Kasugamycin (KSG) action depends on the structure of mRNA while the activity of pactamycin (PAC) relies on the nature of A site tRNA. (a) Chemical structures of KSG and PAC. (b) KSG and PAC bind to the small ribosomal subunit and alter the path of the mRNA in the E site. (c) KSG efficiently inhibits translation of leadered mRNAs containing SD sequence, while translation of leaderless transcripts continues in the presence of the antibiotic. (c) Toeprinting analysis gel illustrating that PAC inhibits in vitro translation of the at specific codons of ermBL mRNA (62).

Figure 6.

A highly specific small molecule inhibitor of the human ribosome whose activity depends on the sequence of the nascent protein. (a) The chemical structure of compound PF-06446846. (b) Ribosome profiling shows that PF-06446846 specifically arrest translation at codon 34 of the human gene PCSK9 (47). (c) The amino acid sequences of the nascent peptides at the sites of translation arrest induced by PF-06446846 and the incoming A site amino acid (47).

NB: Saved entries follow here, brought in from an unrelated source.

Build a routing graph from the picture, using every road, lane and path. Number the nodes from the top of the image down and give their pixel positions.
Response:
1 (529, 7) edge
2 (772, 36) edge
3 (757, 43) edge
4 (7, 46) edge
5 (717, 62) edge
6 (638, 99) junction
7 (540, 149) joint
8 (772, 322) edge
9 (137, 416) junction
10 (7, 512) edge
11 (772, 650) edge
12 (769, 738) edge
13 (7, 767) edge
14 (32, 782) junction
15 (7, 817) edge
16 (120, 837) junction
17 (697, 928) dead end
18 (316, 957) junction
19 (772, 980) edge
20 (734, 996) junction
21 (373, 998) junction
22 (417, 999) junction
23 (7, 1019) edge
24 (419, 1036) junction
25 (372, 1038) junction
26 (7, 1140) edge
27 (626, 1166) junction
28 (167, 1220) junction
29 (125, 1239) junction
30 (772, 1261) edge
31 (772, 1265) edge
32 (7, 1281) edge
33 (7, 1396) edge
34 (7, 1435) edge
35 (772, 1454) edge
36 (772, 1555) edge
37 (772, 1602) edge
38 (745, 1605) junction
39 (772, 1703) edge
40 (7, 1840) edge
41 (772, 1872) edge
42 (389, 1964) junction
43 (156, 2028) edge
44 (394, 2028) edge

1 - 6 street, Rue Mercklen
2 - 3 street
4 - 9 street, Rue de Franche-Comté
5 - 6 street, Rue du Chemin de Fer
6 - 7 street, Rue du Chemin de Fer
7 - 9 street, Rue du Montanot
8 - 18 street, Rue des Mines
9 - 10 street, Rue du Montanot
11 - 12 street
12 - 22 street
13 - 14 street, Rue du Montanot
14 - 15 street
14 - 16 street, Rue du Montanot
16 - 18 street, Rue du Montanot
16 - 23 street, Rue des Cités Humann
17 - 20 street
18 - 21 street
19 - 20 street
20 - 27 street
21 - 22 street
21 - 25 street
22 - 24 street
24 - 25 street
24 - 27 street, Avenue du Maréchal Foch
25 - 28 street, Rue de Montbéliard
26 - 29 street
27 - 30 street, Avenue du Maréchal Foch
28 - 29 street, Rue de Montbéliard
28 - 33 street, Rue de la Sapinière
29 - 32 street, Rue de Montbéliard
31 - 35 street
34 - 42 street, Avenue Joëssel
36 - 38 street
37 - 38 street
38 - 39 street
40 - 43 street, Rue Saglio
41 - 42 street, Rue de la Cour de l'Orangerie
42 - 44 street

The codon number within the corresponding gene at which arrest occurs is indicated by the number to the right of the sequence.

Figure 7.

Activation of antibiotics resistance genes relies on the context-specific action of ribosomal-targeting antibiotics. (a) Programmed translation arrest at the leader ORF mediates the change in mRNA conformation necessary to activate expression of the resistance gene. (b) Many of the regulatory peptides responsible for activating macrolide resistance genes contain the sequence motif +x+, a prevalent arrest motif for macrolide antibiotics.